Okay, this may seem strange to some of you, since I'm recommending that you move work from one process to another, without gain of performance. But if you have a computationally intensive task that you need to do over and over again, and especially if you're doing it yourself in a language such as Python or Ruby, this would probably make your life a little bit easier.
Basically, when you saturate one CPU core to the max, you're going to want to put the other cores to work; and when you saturate all the cores on one server, you're going to want to add more servers. It can be difficult to design good concurrency in your application, but your database server is probably already capable of doing things in parallel. By converting your logic into a databasing problem, you essentially gain parallel processing "for free," and all you need to do is throw more hardware at the database server.

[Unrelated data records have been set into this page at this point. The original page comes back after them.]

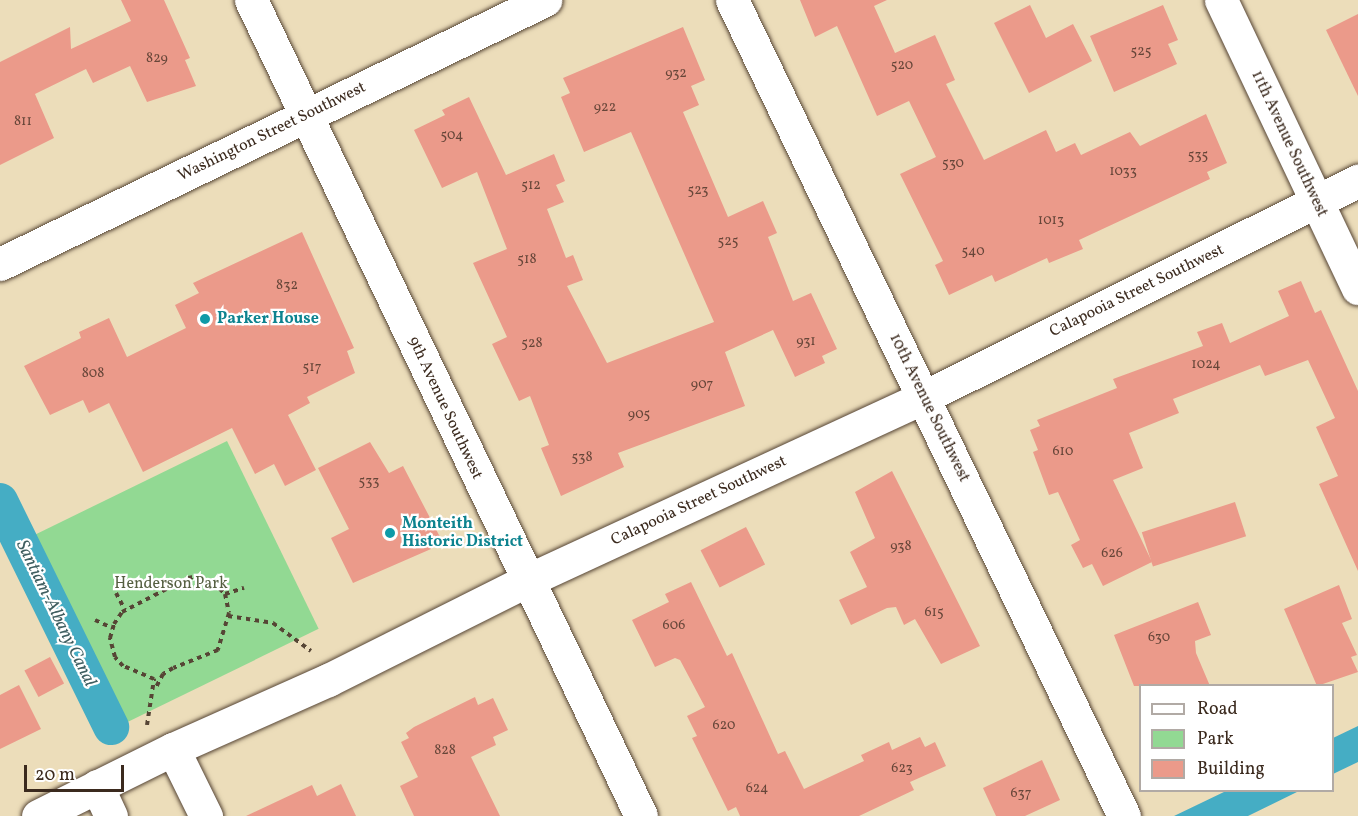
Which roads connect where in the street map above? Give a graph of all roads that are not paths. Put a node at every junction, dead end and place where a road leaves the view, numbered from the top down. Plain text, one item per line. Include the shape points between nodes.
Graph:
1 (251, 0) edge
2 (545, 0) edge
3 (732, 0) edge
4 (1221, 0) edge
5 (308, 116) junction
6 (1358, 181) edge
7 (1316, 202) junction
8 (0, 264) edge
9 (1358, 288) edge
10 (924, 397) junction
11 (526, 581) junction
12 (160, 756) junction
13 (97, 786) junction
14 (38, 816) edge
15 (111, 816) edge
16 (206, 816) edge
17 (641, 816) edge
18 (1124, 816) edge

1 - 5 street, 9th Avenue Southwest
2 - 5 street, Washington Street Southwest
3 - 10 street, 10th Avenue Southwest
4 - 7 street, 11th Avenue Southwest
5 - 8 street, Washington Street Southwest
5 - 11 street, 9th Avenue Southwest
6 - 7 street, Calapooia Street Southwest
7 - 9 street, 11th Avenue Southwest
7 - 10 street, Calapooia Street Southwest
10 - 11 street, Calapooia Street Southwest
10 - 18 street, 10th Avenue Southwest
11 - 12 street, Calapooia Street Southwest via 339,675
11 - 17 street, 9th Avenue Southwest
12 - 13 street, Calapooia Street Southwest
12 - 16 street
13 - 14 street, Calapooia Street Southwest
13 - 15 street

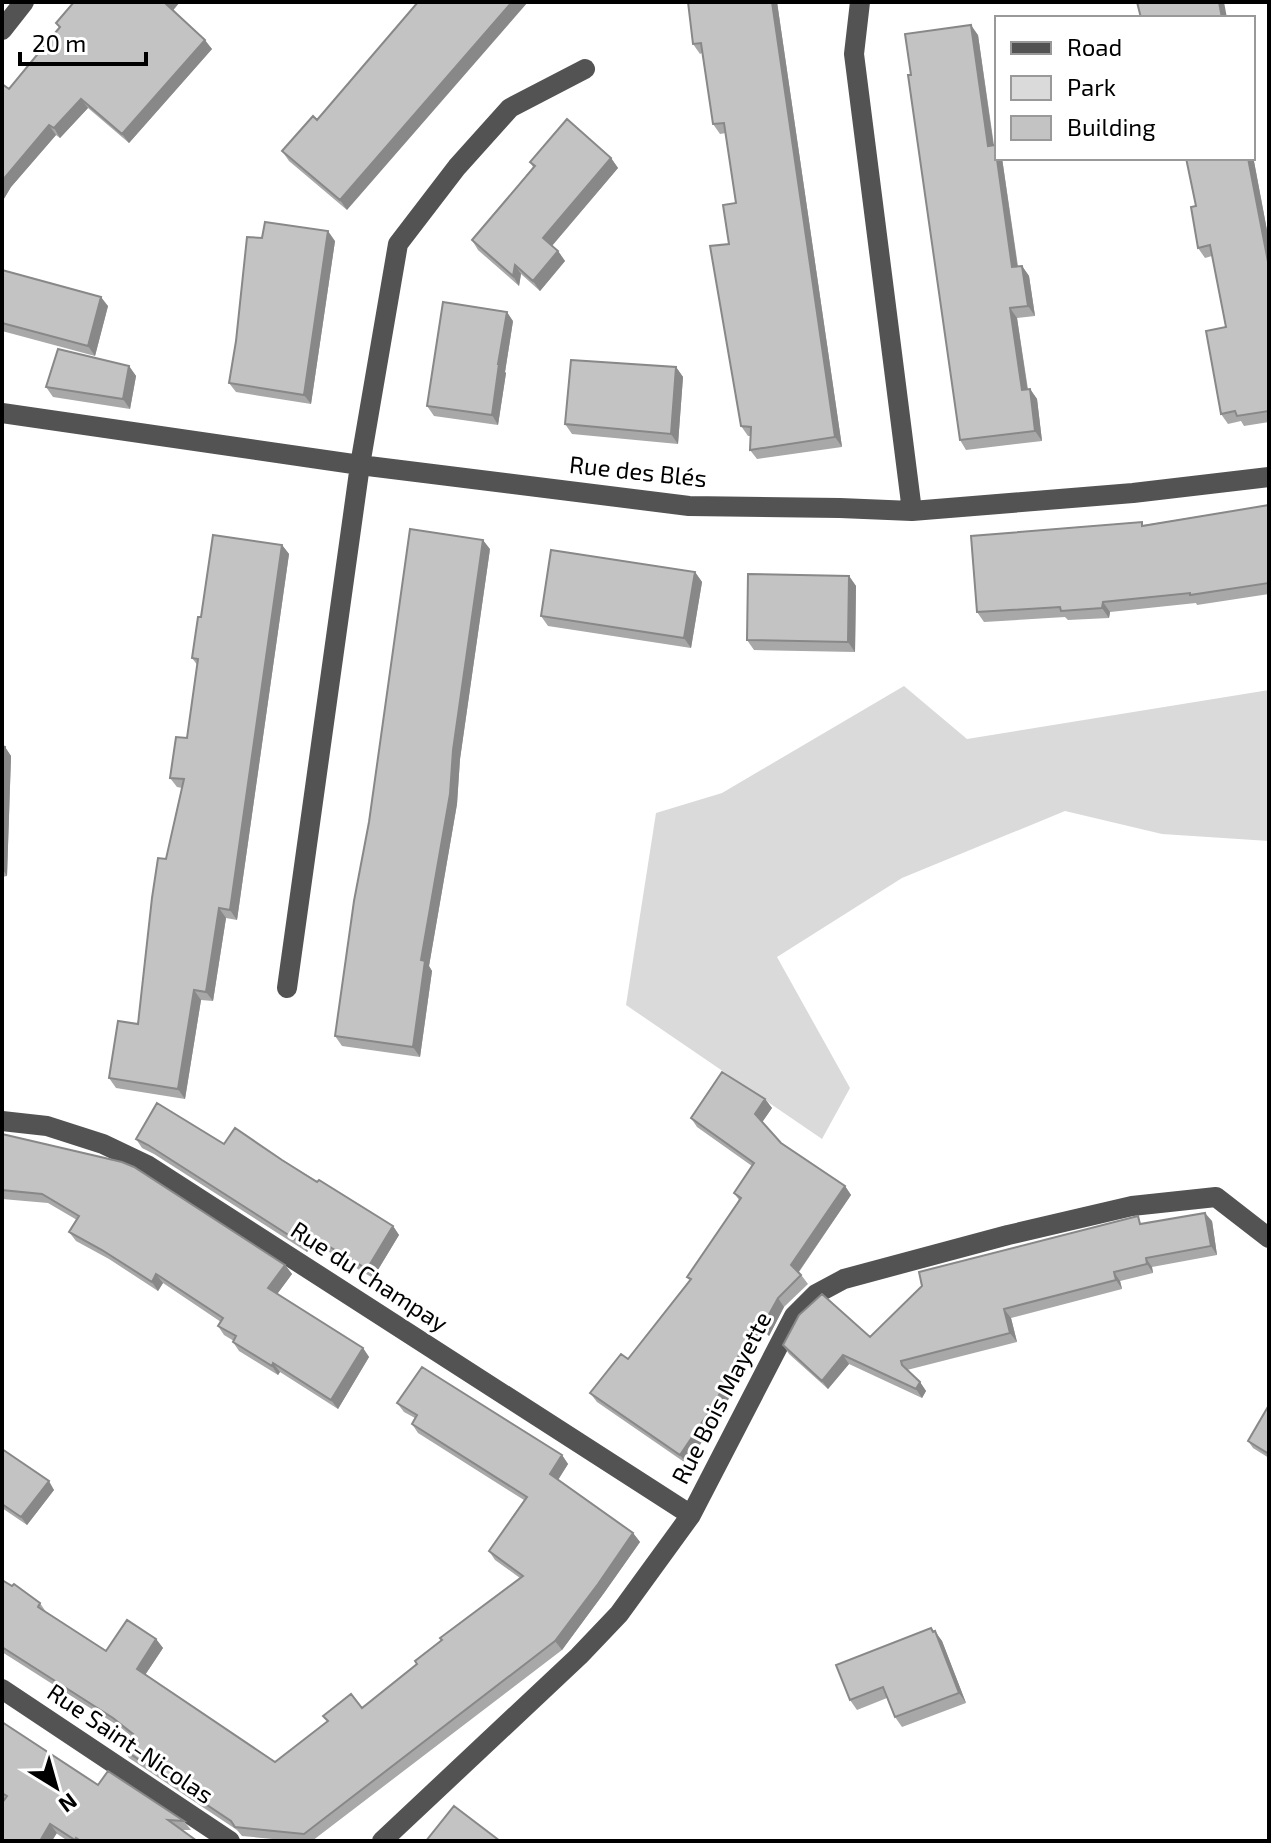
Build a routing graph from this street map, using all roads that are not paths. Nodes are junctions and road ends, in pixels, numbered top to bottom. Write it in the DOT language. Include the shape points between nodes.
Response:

For example, I have been writing a little game where I need to compute a field of view (or fog of war) for every character/monster in the game. I can run the computation almost 2000 times a second on my netbook, and a bit faster on my VPS. This is a good start, but I'll probably be keeping track of a lot more creatures than can be handled using one CPU core. Then I realized that I was essentially doing a query (given the set of tiles and shadows within the sight radius, select all tiles that do not overlap with the shadows) that most database engines should handle with ease.
Of course, the way you would transform your logic depends on your application; but if the problem is CPU-bound rather than network-bound, it might be a good idea to put that database server to work...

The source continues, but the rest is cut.